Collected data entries

···

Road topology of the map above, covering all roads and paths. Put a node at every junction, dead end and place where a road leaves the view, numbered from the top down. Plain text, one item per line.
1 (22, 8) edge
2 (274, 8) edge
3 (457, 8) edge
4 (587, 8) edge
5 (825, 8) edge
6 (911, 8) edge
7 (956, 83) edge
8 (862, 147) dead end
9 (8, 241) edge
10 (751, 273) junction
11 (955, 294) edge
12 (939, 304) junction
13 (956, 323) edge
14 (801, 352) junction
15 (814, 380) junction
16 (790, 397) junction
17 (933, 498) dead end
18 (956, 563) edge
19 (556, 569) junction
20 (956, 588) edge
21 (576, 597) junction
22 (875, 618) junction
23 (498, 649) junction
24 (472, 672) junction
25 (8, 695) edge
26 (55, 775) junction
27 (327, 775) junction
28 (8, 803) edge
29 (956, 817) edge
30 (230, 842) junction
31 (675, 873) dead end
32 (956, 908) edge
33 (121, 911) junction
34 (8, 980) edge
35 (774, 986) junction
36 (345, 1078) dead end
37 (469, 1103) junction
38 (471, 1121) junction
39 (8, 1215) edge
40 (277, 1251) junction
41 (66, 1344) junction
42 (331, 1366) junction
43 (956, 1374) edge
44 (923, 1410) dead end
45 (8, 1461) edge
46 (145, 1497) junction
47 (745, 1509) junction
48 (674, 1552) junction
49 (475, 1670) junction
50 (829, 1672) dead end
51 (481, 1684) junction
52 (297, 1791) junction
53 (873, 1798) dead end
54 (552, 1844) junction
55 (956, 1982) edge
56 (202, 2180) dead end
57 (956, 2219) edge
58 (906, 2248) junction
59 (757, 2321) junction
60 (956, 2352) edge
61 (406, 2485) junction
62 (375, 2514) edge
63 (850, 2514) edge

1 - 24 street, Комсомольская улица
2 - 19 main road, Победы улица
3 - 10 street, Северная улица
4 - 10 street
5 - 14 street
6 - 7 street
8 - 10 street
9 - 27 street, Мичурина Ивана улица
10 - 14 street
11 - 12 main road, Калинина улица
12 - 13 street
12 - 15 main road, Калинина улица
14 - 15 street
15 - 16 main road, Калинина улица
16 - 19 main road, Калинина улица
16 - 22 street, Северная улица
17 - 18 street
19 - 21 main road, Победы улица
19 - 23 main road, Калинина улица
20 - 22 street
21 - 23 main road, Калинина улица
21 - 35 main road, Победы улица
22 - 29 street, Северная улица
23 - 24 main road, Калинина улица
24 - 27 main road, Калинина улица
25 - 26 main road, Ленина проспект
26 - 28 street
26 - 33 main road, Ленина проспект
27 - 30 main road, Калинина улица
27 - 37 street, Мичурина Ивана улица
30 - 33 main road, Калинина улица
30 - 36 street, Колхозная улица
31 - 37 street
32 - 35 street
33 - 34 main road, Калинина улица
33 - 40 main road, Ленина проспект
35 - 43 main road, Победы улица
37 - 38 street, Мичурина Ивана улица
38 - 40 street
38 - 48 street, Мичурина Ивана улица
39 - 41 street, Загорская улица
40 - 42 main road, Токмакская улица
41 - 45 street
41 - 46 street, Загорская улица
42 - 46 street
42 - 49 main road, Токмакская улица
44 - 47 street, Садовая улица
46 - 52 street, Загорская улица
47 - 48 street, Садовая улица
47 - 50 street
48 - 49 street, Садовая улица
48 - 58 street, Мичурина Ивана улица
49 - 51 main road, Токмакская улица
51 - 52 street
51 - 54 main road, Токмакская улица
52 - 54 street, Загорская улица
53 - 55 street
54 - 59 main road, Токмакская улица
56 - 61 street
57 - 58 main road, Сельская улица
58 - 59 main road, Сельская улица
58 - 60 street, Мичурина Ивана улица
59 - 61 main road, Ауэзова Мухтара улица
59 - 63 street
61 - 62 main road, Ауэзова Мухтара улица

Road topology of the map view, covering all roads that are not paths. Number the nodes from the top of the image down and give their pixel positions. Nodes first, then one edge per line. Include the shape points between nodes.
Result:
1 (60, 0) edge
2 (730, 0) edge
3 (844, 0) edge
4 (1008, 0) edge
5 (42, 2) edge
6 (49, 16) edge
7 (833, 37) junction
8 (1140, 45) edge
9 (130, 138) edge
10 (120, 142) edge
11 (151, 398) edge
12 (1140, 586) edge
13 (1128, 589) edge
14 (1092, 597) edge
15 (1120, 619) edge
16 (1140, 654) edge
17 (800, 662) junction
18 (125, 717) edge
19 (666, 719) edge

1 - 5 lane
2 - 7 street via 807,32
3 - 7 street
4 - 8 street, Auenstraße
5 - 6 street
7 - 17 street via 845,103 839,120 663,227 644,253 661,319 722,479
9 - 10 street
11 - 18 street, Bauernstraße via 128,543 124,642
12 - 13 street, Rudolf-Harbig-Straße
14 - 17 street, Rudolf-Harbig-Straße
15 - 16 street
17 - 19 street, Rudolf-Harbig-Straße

···

■ **WHAT THE EXERCISE ASKS**
Provide the number of lines in the entries that include "Rudolf", and no other text.

■ **WRITTEN ANSWER**
3